[wip] high-level dataset api methods #39

rclark · 2015-12-21T15:39:14Z

Begins work adding higher-level functionality to dataset api support, including:

automatic addition of IDs to features without them
cligj support for streaming feature collections or line-delimited features on stdin
creation of a new dataset, or wholesale replacement of an existing one based on a local geojson file, paginating through requests as needed.

I started by writing a put-features function and a put-dataset function. This are conceptually pretty simple, but I really like @sgillies suggestion to make more "unixy" commands like ls, cp, etc. Some thoughts:

ls: list features in a dataset, paginates for you unless you supply limit and/or start arguments
rm: delete a dataset (indicated by dataset id), or delete a feature (indicated by datasetid.featureid).
cp: copy features from one dataset to another, from a file to a dataset, or from a dataset to a file.

Other ideas? These kinds of commands start to beg for "query" parameters that would let you cp a subset of features, but I'm not sure we want to go there....

cc @mick @willwhite @perrygeo

mick · 2015-12-21T15:54:43Z

automatic addition of IDs to features without them

why have the cli assign feature ids and not let the api that already does that handle it?

perrygeo · 2015-12-21T17:23:08Z

@rclark This is sweet. I'm taking a more in-depth look this morning but some initial thoughts:

automatic addition of IDs to features without them

@mick Last I checked, when I attempted to put features without ids (or features with non-string ids), they were rejected by the datasets api. I think autogenerating ids (and accepting integer ids) could ultimately be handled at the API level.

In the meantime, I'm torn if handling it in the CLI, the SDK or an external tool would be more appropriate. I'd lean towards just making the change in the API but don't have a sense of how much of lift that would be.

unixy commands

I like the idea but I think it could wait for a future release, maybe living beside but not replacing the existing functions.

These kinds of commands start to beg for "query" parameters that would let you cp a subset of features, but I'm not sure we want to go there....

Definitely. Longer term, attribute indexing/filtering at the API level might be the best way to achieve this. Not sure if anything like that is currently planned?

In the meantime, something like fio filter or jq could be used to query from the full collection. IOW don't think it's something we need to bake into the SDK/CLI.

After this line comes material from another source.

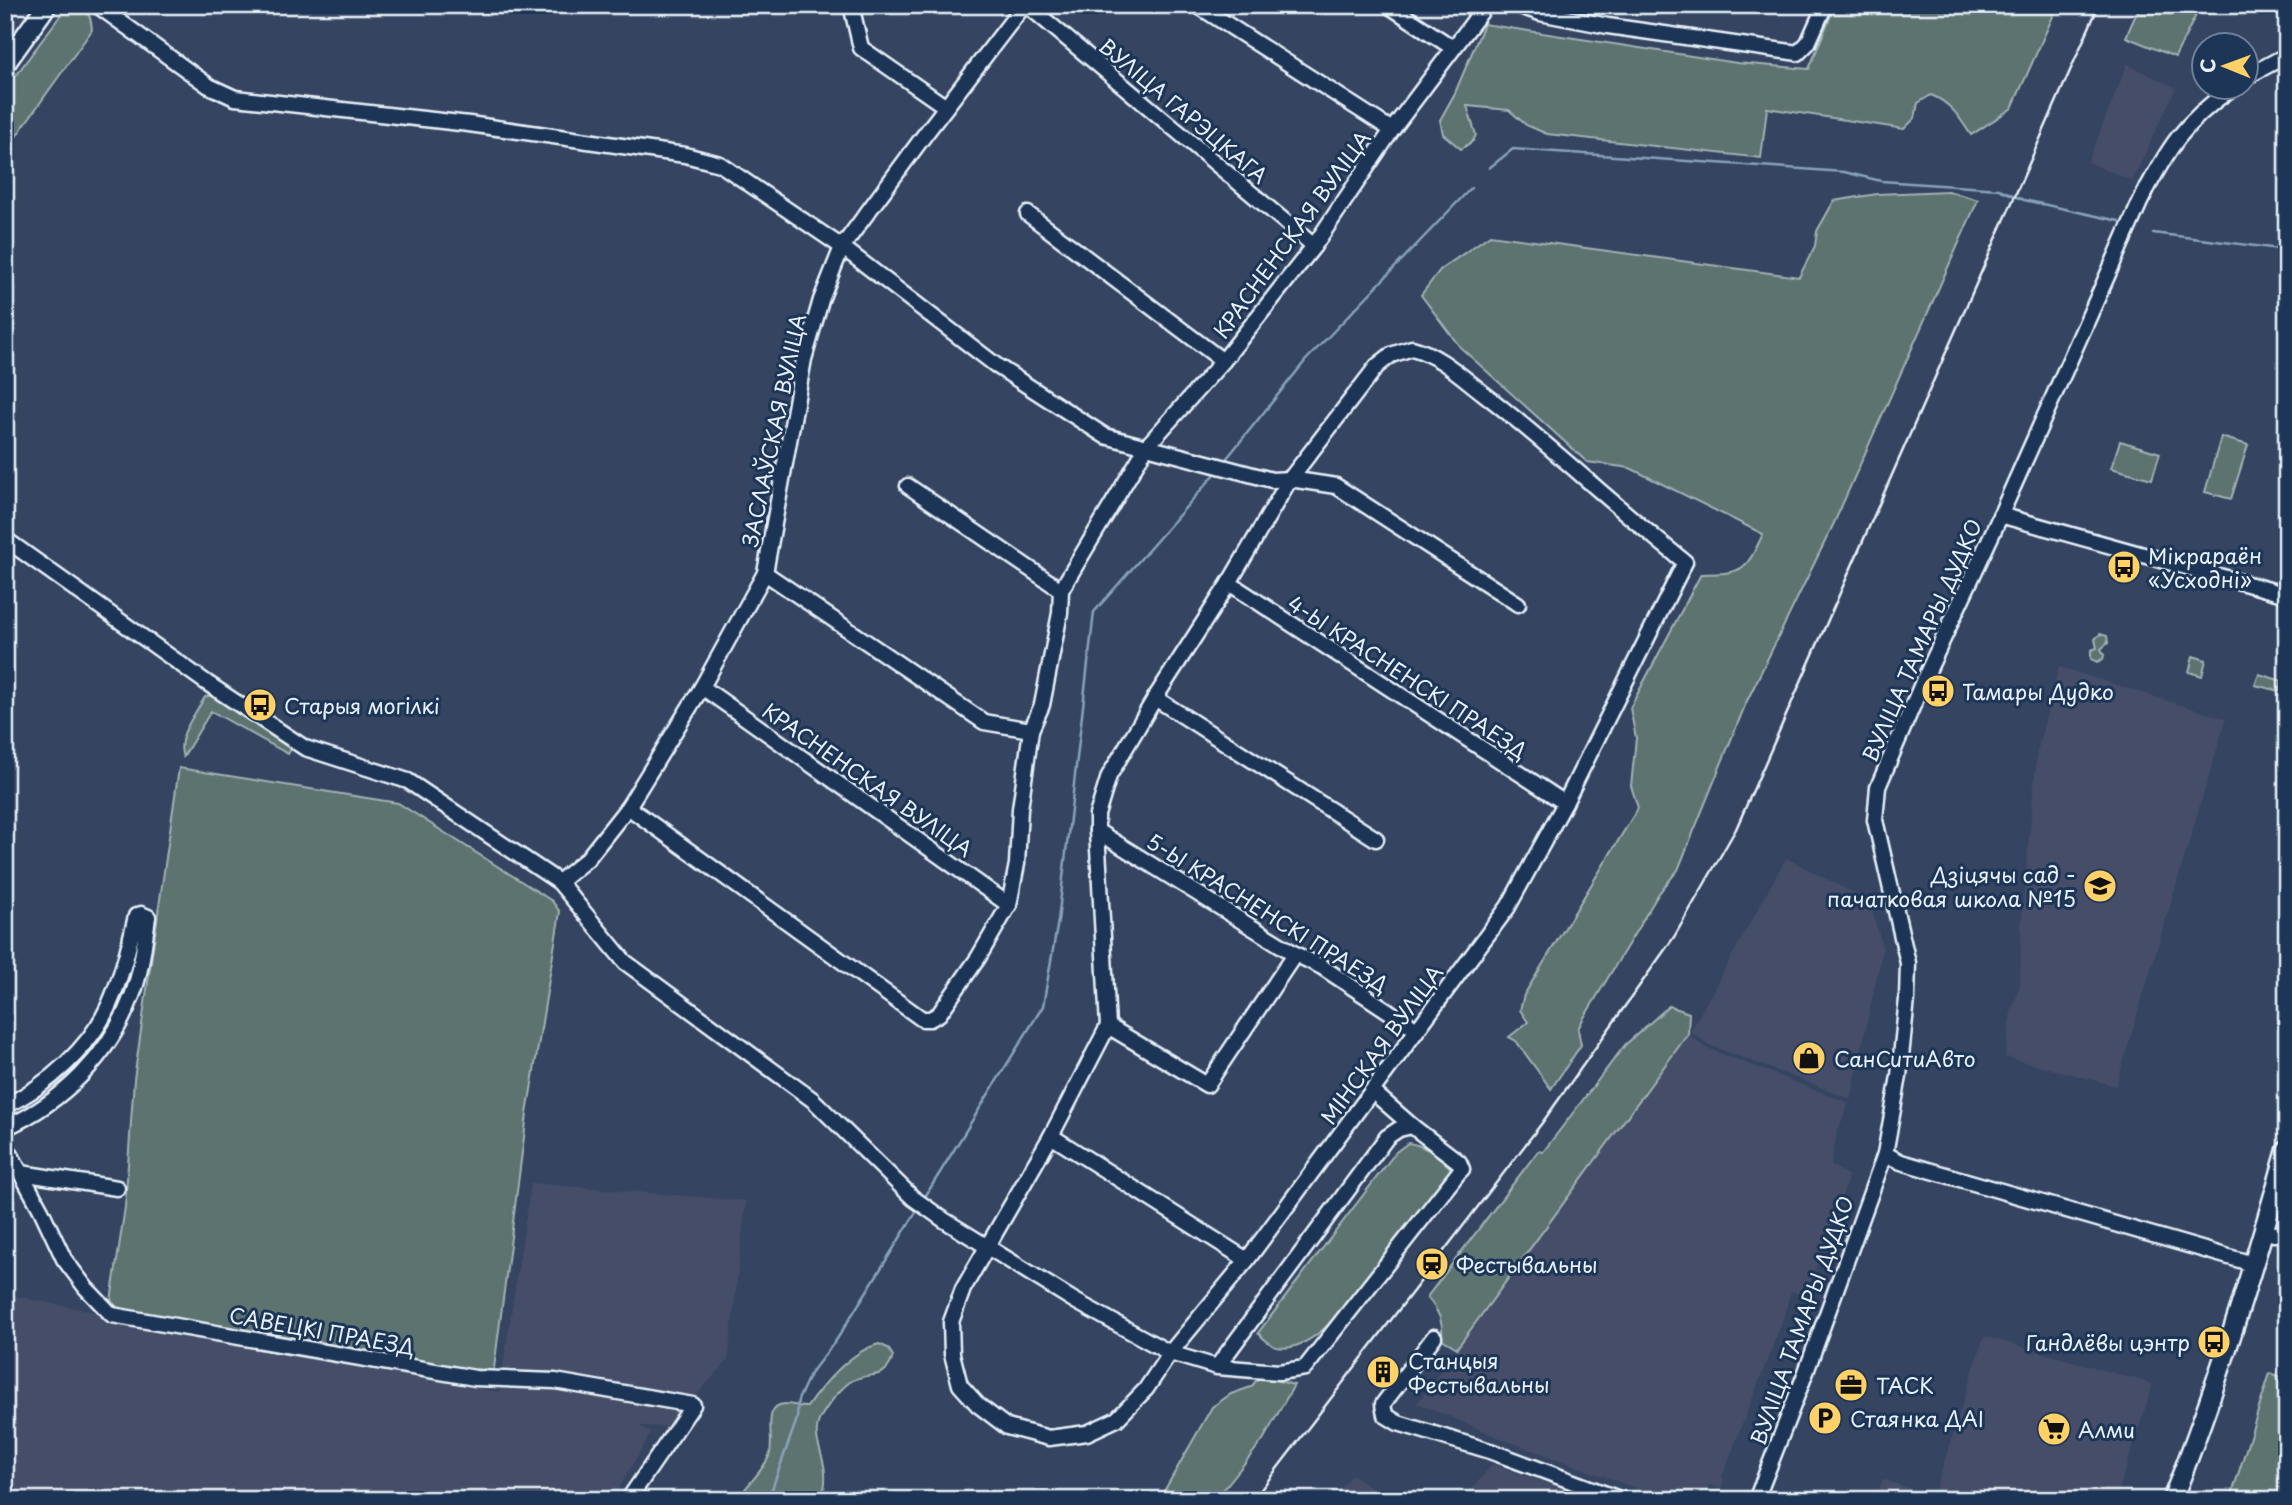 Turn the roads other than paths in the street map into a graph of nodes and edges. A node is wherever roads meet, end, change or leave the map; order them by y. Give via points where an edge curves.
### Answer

perrygeo · 2015-12-21T18:43:22Z

mapboxcli/scripts/datasets.py

+    service = ctx.obj.get('service')
+    to_put = []
+
+    def id():


id is a python builtin - while python allows you to override builtins, we should probably just rename to fid to avoid conflicts.

perrygeo · 2015-12-21T18:52:32Z

@rclark What about

adding a delete-features command
removing the batch-update-features command, and the singular put-feature and delete-feature (the multi-feature versions should handle a single feature as well)

perrygeo · 2015-12-21T19:25:38Z

mapboxcli/scripts/datasets.py

+def put_features(ctx, dataset, features):
+    """Insert or update features in a dataset.
+
+        $ mapbox dataset put-features features


mapbox dataset put-features DATASET features

rclark · 2015-12-30T19:00:59Z

@perrygeo I think we should keep the basic, API-mirrored commands batch-update-features, put-feature and delete-feature. In my experience it is always a good idea to expose the most basic "building block" commands, and add higher-level ones on top.

Though I'm not sure that it is warranted in our CLI at this point, I'll just say that I'm fond of the aws cli's approach to S3 commands where...

aws s3api COMMAND

... contains the set of commands which are straight-up, single API calls, while

aws s3 COMMAND

... are higher-level functions that may involve multiple API calls.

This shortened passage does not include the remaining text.